“Uma peripécia, uma reviravolta nas circunstâncias, de uma hora para outra transforma uma sequência rotineira de acontecimentos numa história.”

(Jerome Bruner, Fabricando histórias. Direito, literatura, vida. São Paulo: Letra e Voz, 2014, p.15.)

Levando-se em conta a noção acima proposta por Jerome Bruner, qual é a peripécia que ocorre no terceiro ato da peça Lisbela e o prisioneiro?

  • a

    O disparo de arma de fogo em direção a Frederico Evandro, realizado por Lisbela, e a descoberta posterior de que as balas do revólver eram de festim. 

  • b

    O encontro furtivo de Lisbela e Leléu na prisão, que torna possível a fuga do casal de amantes e produz o desenlace do drama. 

  • c

    A fuga de Leléu da prisão, que somente foi possível devido às artimanhas de Lisbela ao pedir que seu pai desse uma corda para o prisioneiro. 

  • d

    O retorno heroico de Frederico Evandro à prisão, com o intuito de salvar Leléu e assassinar o Tenente Guedes.

Uma das características do texto teatral, a peripécia representa um acontecimento inusitado, um imprevisto que altera a trajetória da peça.
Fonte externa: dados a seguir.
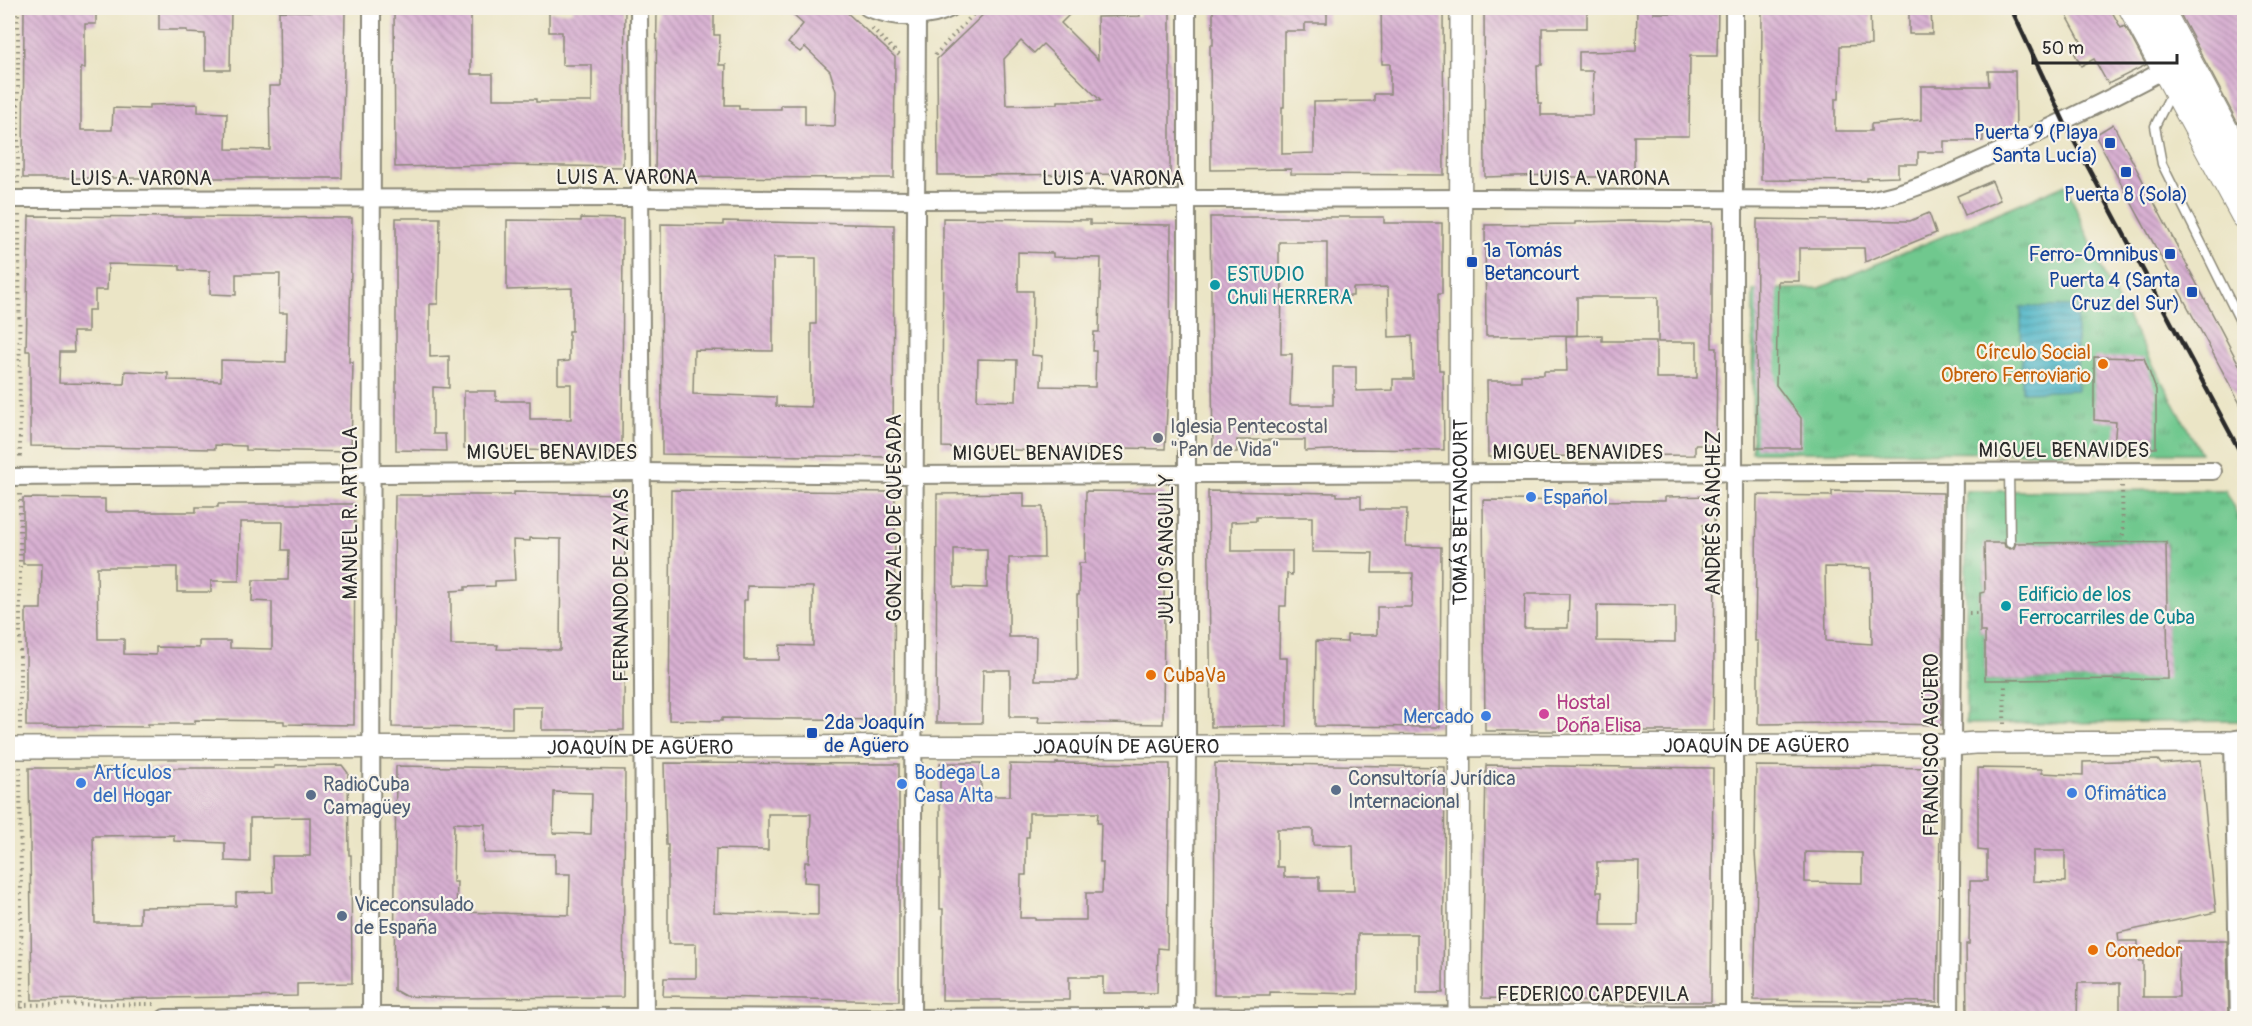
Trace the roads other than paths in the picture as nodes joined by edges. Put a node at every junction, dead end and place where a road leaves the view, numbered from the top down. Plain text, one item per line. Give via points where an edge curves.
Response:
1 (372, 8) edge
2 (639, 8) edge
3 (868, 8) edge
4 (951, 8) edge
5 (1186, 8) edge
6 (1461, 8) edge
7 (1734, 8) edge
8 (2132, 8) edge
9 (2160, 8) edge
10 (917, 17) junction
11 (2176, 70) junction
12 (2244, 166) edge
13 (13, 193) edge
14 (640, 198) junction
15 (1461, 198) junction
16 (372, 199) junction
17 (1187, 199) junction
18 (916, 200) junction
19 (1734, 200) junction
20 (2244, 215) edge
21 (2244, 329) edge
22 (1954, 471) junction
23 (2009, 471) junction
24 (2213, 471) dead end
25 (642, 472) junction
26 (1734, 472) junction
27 (371, 473) junction
28 (1187, 473) junction
29 (1461, 473) junction
30 (915, 475) junction
31 (14, 477) edge
32 (2010, 543) dead end
33 (2240, 742) edge
34 (1952, 745) junction
35 (1460, 746) junction
36 (1734, 746) junction
37 (643, 747) junction
38 (913, 747) junction
39 (1187, 747) junction
40 (14, 748) edge
41 (371, 748) junction
42 (2241, 799) edge
43 (2242, 939) edge
44 (1734, 1016) edge
45 (371, 1017) edge
46 (1459, 1017) edge
47 (1950, 1017) edge
48 (165, 1018) edge
49 (645, 1018) edge
50 (912, 1018) edge
51 (1185, 1018) edge
52 (2242, 1018) edge

1 - 16 street, MANUEL R. ARTOLA
2 - 14 street, FERNANDO DE ZAYAS
3 - 10 street via 883,14
4 - 10 street
5 - 17 street, JULIO SANGUILY
6 - 15 street, TOMÁS BETANCOURT
7 - 19 street, ANDRÉS SÁNCHEZ
8 - 11 main road
9 - 11 main road
10 - 18 street, GONZALO DE QUESADA
11 - 12 main road
11 - 19 street, LUIS A. VARONA via 1897,195 1868,200
11 - 20 main road
11 - 21 lane via 2155,126 2162,164
13 - 16 street, LUIS A. VARONA
14 - 16 street, LUIS A. VARONA
14 - 18 street, LUIS A. VARONA
14 - 25 street, FERNANDO DE ZAYAS
15 - 17 street, LUIS A. VARONA
15 - 19 street, LUIS A. VARONA
15 - 29 street, TOMÁS BETANCOURT
16 - 27 street, MANUEL R. ARTOLA
17 - 18 street, LUIS A. VARONA
17 - 28 street, JULIO SANGUILY
18 - 30 street, GONZALO DE QUESADA
19 - 26 street, ANDRÉS SÁNCHEZ
22 - 23 street, MIGUEL BENAVIDES
22 - 26 street, MIGUEL BENAVIDES
22 - 34 street, FRANCISCO AGÜERO
23 - 24 street, MIGUEL BENAVIDES
23 - 32 lane
25 - 27 street, MIGUEL BENAVIDES
25 - 30 street, MIGUEL BENAVIDES
25 - 37 street, FERNANDO DE ZAYAS
26 - 29 street, MIGUEL BENAVIDES
26 - 36 street, ANDRÉS SÁNCHEZ
27 - 31 street, MIGUEL BENAVIDES
27 - 41 street, MANUEL R. ARTOLA
28 - 29 street, MIGUEL BENAVIDES
28 - 30 street, MIGUEL BENAVIDES
28 - 39 street, JULIO SANGUILY
29 - 35 street, TOMÁS BETANCOURT
30 - 38 street, GONZALO DE QUESADA
33 - 34 street, JOAQUÍN DE AGÜERO
33 - 42 main road
34 - 36 street, JOAQUÍN DE AGÜERO
34 - 47 street, FRANCISCO AGÜERO
35 - 36 street, JOAQUÍN DE AGÜERO
35 - 39 street, JOAQUÍN DE AGÜERO
35 - 46 street, TOMÁS BETANCOURT
36 - 44 street, ANDRÉS SÁNCHEZ
37 - 38 street, JOAQUÍN DE AGÜERO
37 - 41 street, JOAQUÍN DE AGÜERO
37 - 49 street, FERNANDO DE ZAYAS
38 - 39 street, JOAQUÍN DE AGÜERO
38 - 50 street, GONZALO DE QUESADA
39 - 51 street, JULIO SANGUILY
40 - 41 street, JOAQUÍN DE AGÜERO
41 - 45 street, MANUEL R. ARTOLA
42 - 43 main road
43 - 52 main road
44 - 46 street, FEDERICO CAPDEVILA
44 - 47 street, FEDERICO CAPDEVILA
45 - 48 street, FEDERICO CAPDEVILA
45 - 49 street, FEDERICO CAPDEVILA
46 - 51 street, FEDERICO CAPDEVILA
49 - 50 street, FEDERICO CAPDEVILA
50 - 51 street, FEDERICO CAPDEVILA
No terceiro ato da obra Lisbela e o prisioneiro, esse momento ocorre quando Lisbela, que havia furtado a arma do soldado Jaborandi, chega no exato instante em que Frederico Evandro aponta a arma para matar Leléu. Lisbela dispara e Frederico morre com o susto do barulho do tiro, o que só será percebido depois. Jaborandi havia colocado no revólver apenas um projétil, sendo o restante munição de festim.